We don't want to use the word "cult" lightly -- it's not like you'll get six meetings into Amway and find out it's all being done in service to the invisible space lizard Quixtar. But you've probably heard how groups like Scientology make their millions -- new members are roped in and told that the road to enlightenment runs through some very expensive course materials. Well, new Amway members ("distributors") are constantly promised there's a rocketship to success waiting just on the other side of the next $250 seminar. And then they're assured that those seminars are nothing without a $40 package of tapes and books to accompany them.
ScantyNebula/iStock/Getty Images "Don't have a VCR because it's 2015? Don't worry; you can get an Amway(R) brand one for three easy payments!"

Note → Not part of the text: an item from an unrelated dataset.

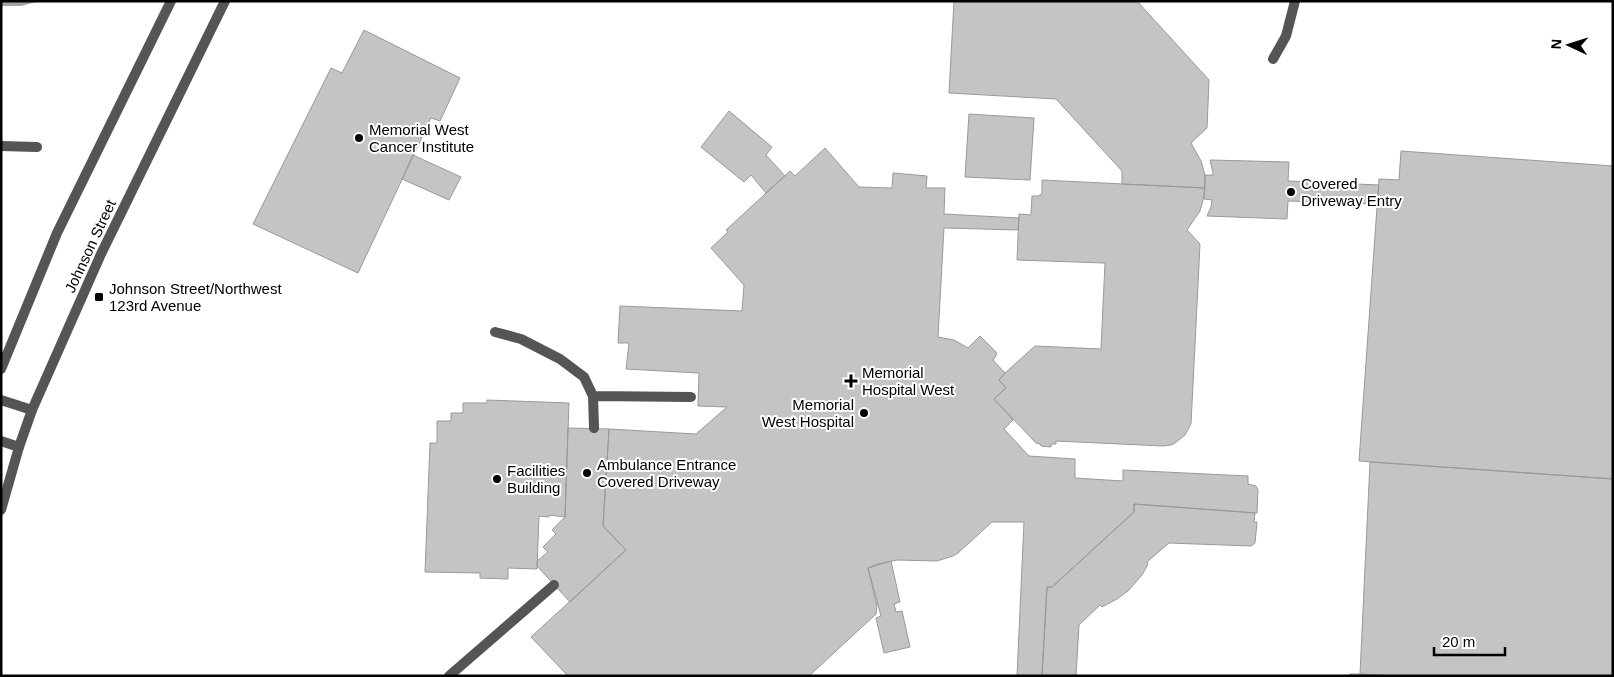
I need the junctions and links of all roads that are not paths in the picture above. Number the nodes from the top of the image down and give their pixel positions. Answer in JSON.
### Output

In both cases, the hook is the same, and it's targeted at the desperate: a little money now, a better life later. Only it's not "a little" money. As Kyritsis told us:
"The two years I was supposedly building my Amway business, I lost nearly $10,000 on tapes, seminars, books, gas, and traveling expenses for out-of-town seminars. My earnings? Less than $500 total. Since I was unemployed -- and pretty much unemployable for any nonburger-flipping job -- those $10,000 came exclusively from my grandmother, who was also my biggest (and only) Amway customer, buying expensive, 'concentrated' Amway products she didn't need, every month to support me."
Carlos Restrepo/iStock/Getty Images "Put me down for another blender, then I'll have one for every day of the week."